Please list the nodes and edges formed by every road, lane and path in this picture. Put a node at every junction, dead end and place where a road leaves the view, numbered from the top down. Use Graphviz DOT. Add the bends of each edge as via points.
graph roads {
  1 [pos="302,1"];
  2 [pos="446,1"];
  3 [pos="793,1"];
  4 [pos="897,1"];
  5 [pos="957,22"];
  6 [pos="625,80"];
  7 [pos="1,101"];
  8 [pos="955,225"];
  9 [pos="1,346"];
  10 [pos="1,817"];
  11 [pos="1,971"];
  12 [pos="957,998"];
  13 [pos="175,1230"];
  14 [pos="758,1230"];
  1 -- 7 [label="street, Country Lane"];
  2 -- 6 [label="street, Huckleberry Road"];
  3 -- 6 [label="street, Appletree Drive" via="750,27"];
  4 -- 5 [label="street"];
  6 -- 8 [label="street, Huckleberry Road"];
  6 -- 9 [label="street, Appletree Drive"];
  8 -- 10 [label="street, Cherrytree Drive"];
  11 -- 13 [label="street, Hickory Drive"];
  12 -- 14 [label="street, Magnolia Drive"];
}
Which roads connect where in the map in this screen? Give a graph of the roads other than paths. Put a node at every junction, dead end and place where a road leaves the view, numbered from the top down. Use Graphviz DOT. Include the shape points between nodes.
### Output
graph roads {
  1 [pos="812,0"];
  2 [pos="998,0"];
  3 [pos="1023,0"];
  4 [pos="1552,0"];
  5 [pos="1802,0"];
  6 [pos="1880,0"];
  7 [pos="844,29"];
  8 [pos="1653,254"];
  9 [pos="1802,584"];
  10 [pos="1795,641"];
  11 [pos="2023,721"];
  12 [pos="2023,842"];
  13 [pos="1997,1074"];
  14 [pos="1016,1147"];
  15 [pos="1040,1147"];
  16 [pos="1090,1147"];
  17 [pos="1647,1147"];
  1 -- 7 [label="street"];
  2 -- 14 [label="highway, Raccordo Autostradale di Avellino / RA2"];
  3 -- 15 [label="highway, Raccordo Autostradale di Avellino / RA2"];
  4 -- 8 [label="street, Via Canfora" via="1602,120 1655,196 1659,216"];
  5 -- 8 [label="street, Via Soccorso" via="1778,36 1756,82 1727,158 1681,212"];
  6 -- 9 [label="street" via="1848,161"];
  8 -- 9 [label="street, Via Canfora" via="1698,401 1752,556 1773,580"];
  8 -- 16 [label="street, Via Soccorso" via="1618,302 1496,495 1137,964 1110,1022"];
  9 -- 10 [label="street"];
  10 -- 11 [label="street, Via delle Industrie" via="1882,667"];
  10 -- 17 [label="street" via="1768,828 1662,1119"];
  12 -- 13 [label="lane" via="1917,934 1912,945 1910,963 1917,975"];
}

__About this task__. Quote the records from their first line to the line with "Which roads connect", inclusive, without adding or dropping anything.

__Solved exercise__.
Please list the nodes and edges formed by every road, lane and path in this picture. Put a node at every junction, dead end and place where a road leaves the view, numbered from the top down. Use Graphviz DOT. Add the bends of each edge as via points.
graph roads {
  1 [pos="302,1"];
  2 [pos="446,1"];
  3 [pos="793,1"];
  4 [pos="897,1"];
  5 [pos="957,22"];
  6 [pos="625,80"];
  7 [pos="1,101"];
  8 [pos="955,225"];
  9 [pos="1,346"];
  10 [pos="1,817"];
  11 [pos="1,971"];
  12 [pos="957,998"];
  13 [pos="175,1230"];
  14 [pos="758,1230"];
  1 -- 7 [label="street, Country Lane"];
  2 -- 6 [label="street, Huckleberry Road"];
  3 -- 6 [label="street, Appletree Drive" via="750,27"];
  4 -- 5 [label="street"];
  6 -- 8 [label="street, Huckleberry Road"];
  6 -- 9 [label="street, Appletree Drive"];
  8 -- 10 [label="street, Cherrytree Drive"];
  11 -- 13 [label="street, Hickory Drive"];
  12 -- 14 [label="street, Magnolia Drive"];
}
Which roads connect where in the map in this screen? Give a graph of the roads other than paths. Put a node at every junction, dead end and place where a road leaves the view, numbered from the top down. Use Graphviz DOT. Include the shape points between nodes.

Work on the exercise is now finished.